His visit to a Madarasa and Mosque in Delhi is again wanting and falls short of the right connections Mohan Bhagwat is seeking with the community. 

The Ilyasis are little known to the community at large. Dr Umer Ahmed Ilyasi claiming to be a head of The All-India Imam Organization not much in the public domain came to be known albeit unfavourably when he paeaned Modi in a function startling the global Indian diaspora who on social media were curious to know his credentials.

On the surface, it looked more like a quid pro quo visit. The RSS supremo has still time to take his mission to people and organizations that count and matter, otherwise he may be the ‘spider’ in Mary Howitts poem inviting the ‘fly’.

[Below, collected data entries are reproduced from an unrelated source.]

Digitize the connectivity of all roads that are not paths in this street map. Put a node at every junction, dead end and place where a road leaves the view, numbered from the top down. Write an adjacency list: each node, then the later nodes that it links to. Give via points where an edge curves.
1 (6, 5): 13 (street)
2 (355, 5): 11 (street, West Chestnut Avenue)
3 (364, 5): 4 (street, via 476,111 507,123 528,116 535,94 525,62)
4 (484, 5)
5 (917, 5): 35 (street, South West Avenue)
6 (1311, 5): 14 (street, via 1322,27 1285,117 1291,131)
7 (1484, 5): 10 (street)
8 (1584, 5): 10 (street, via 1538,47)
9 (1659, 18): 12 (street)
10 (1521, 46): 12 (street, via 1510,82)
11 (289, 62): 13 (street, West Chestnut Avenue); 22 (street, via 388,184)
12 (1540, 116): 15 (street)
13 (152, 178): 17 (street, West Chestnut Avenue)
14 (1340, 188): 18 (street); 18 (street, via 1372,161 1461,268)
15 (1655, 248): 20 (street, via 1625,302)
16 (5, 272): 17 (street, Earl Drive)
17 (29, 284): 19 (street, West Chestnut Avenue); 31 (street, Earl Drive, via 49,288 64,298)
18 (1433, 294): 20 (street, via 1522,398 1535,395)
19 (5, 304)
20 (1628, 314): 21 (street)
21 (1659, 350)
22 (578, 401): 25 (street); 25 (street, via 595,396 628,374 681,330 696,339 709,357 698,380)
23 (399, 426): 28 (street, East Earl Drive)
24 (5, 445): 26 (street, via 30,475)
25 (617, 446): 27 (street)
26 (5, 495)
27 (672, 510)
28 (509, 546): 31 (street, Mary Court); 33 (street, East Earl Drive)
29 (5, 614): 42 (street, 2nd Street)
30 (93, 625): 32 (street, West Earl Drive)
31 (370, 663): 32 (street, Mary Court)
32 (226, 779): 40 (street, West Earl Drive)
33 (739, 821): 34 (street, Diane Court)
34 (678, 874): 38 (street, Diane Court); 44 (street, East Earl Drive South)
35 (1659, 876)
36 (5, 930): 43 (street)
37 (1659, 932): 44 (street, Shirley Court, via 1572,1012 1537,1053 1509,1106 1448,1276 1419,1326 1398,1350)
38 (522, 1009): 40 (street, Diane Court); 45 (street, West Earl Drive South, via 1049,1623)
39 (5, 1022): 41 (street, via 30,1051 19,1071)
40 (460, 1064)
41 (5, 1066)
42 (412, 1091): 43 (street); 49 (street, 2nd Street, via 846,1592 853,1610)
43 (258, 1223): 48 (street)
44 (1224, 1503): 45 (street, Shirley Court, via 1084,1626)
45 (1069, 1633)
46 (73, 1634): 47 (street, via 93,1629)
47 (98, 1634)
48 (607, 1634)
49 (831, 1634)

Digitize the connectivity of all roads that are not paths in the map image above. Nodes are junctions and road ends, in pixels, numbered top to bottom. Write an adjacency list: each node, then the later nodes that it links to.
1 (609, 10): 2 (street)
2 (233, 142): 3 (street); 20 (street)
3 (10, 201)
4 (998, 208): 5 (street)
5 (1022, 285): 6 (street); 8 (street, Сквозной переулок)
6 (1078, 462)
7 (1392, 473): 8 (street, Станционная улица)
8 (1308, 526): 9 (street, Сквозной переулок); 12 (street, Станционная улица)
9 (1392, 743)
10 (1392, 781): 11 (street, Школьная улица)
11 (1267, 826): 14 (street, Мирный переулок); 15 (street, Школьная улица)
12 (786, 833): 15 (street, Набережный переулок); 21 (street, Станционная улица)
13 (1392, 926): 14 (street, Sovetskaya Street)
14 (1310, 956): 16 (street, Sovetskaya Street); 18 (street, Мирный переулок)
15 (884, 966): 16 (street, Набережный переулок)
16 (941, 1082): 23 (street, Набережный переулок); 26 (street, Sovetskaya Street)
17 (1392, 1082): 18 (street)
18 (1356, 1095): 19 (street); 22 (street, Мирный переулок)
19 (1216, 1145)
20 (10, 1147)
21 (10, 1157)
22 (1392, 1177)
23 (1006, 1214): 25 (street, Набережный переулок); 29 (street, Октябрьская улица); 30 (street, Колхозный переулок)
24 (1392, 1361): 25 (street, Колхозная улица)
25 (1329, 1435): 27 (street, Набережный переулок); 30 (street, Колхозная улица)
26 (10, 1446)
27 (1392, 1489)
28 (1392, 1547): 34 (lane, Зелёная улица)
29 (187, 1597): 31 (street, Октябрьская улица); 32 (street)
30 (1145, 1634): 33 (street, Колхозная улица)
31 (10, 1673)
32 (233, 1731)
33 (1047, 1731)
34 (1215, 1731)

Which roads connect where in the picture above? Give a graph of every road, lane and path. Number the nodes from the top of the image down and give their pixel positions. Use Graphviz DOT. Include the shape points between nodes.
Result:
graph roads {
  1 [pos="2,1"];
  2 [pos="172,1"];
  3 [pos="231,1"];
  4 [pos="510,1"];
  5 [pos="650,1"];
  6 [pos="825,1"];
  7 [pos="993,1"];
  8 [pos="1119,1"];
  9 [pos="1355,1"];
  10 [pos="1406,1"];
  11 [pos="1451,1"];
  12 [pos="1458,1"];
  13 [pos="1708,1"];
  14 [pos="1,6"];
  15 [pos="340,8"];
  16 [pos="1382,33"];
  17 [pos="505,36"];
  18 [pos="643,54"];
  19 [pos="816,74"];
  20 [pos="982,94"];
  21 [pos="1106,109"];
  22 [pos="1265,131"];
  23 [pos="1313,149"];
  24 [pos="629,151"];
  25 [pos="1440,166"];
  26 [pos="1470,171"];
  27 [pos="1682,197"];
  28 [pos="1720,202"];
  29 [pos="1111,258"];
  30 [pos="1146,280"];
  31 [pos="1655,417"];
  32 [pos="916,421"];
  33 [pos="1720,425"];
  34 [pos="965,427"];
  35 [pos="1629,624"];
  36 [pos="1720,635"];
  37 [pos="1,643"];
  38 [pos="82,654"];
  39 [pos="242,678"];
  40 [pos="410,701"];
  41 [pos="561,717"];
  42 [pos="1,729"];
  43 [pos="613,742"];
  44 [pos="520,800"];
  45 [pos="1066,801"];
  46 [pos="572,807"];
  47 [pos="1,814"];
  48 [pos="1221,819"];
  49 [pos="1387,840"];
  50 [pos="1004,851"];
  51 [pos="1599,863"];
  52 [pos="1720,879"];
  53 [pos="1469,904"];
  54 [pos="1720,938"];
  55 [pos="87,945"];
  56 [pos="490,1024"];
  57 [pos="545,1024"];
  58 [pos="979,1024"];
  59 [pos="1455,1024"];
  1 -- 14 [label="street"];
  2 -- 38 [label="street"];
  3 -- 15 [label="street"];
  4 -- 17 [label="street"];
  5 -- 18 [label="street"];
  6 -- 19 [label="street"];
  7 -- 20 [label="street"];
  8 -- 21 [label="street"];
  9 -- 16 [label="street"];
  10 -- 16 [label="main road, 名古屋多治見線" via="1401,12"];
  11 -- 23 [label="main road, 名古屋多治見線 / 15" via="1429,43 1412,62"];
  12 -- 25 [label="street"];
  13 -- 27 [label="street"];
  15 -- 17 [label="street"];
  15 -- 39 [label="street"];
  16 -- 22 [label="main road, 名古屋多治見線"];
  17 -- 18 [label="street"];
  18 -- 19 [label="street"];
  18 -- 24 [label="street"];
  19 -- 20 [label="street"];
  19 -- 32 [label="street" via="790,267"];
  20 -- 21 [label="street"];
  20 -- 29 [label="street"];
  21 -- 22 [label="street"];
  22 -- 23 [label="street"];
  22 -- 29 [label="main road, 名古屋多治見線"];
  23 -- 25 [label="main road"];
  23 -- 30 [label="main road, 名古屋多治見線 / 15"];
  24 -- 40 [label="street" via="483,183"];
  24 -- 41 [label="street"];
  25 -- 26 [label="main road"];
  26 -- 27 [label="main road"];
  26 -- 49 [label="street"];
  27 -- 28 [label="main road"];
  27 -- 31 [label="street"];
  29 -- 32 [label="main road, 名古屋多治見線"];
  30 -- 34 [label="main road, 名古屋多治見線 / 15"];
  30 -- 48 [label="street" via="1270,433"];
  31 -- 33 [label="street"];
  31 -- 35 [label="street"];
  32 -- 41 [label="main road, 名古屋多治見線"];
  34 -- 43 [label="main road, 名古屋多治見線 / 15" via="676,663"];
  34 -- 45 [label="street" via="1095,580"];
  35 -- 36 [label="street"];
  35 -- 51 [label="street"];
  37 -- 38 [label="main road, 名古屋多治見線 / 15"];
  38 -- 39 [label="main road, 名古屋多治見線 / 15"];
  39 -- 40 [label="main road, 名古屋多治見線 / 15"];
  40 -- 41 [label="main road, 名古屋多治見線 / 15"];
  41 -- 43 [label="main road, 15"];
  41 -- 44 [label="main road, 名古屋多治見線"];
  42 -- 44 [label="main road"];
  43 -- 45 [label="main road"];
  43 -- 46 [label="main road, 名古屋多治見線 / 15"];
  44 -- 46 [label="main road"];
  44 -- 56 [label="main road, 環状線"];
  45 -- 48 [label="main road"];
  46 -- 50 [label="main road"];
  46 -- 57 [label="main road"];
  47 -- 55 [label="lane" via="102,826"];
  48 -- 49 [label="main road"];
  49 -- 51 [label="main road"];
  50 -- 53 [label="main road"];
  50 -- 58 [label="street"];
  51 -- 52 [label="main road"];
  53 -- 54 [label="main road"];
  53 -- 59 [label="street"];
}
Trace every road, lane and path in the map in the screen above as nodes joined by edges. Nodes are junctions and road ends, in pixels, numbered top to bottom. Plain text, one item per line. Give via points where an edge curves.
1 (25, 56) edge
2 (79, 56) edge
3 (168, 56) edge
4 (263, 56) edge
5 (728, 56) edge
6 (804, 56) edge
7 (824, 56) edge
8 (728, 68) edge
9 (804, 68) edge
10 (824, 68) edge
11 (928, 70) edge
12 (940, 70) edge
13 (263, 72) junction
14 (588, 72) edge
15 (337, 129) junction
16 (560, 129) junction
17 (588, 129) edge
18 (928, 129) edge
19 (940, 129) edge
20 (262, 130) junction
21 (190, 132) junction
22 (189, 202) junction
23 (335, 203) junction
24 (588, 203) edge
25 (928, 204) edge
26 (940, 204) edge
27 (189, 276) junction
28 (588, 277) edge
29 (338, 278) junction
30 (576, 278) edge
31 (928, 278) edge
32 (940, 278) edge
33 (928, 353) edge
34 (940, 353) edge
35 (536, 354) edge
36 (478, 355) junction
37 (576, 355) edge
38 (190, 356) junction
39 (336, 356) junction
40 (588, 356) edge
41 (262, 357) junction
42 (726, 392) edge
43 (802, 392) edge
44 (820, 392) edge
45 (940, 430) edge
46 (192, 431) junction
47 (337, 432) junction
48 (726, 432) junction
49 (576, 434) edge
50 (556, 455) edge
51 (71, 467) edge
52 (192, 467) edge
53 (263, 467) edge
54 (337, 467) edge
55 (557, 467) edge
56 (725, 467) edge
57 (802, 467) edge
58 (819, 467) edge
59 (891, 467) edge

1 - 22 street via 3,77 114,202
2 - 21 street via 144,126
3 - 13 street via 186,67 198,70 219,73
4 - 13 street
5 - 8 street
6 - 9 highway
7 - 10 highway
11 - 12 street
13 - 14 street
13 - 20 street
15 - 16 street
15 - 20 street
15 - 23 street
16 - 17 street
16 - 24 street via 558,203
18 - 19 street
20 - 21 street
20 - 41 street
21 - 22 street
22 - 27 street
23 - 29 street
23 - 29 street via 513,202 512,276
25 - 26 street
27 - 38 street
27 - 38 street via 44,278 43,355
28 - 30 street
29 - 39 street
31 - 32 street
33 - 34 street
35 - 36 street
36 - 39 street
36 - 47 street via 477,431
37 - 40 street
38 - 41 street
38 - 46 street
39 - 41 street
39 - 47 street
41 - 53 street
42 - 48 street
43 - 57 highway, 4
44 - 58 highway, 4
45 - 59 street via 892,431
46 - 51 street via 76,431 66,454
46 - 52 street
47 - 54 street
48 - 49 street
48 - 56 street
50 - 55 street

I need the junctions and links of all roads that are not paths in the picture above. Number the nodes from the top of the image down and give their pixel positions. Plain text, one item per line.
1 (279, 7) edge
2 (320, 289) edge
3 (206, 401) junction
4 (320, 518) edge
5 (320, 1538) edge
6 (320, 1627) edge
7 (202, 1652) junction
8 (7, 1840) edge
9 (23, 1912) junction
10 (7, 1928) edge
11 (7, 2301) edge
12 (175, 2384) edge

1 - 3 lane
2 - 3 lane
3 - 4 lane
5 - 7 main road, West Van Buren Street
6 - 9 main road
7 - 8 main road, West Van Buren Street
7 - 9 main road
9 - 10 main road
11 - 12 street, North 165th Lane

He should schedule visits to Nadwa, Deoband,  Aligarh University, Jamia Millia Islamia, and JNU, and hold talks with students and faculty members. Meet with the victims of communal violence. People whose homes have been bulldozed, property seized.  Talk to the Gujarat gang rape victim Bilkis Bano, who’s suffering the ignominy of rape and humiliation as the predators of the crime are pardoned.

Reconciliation and healing of wounds need more action on the ground than words and meaningless visits to meaningless people and places.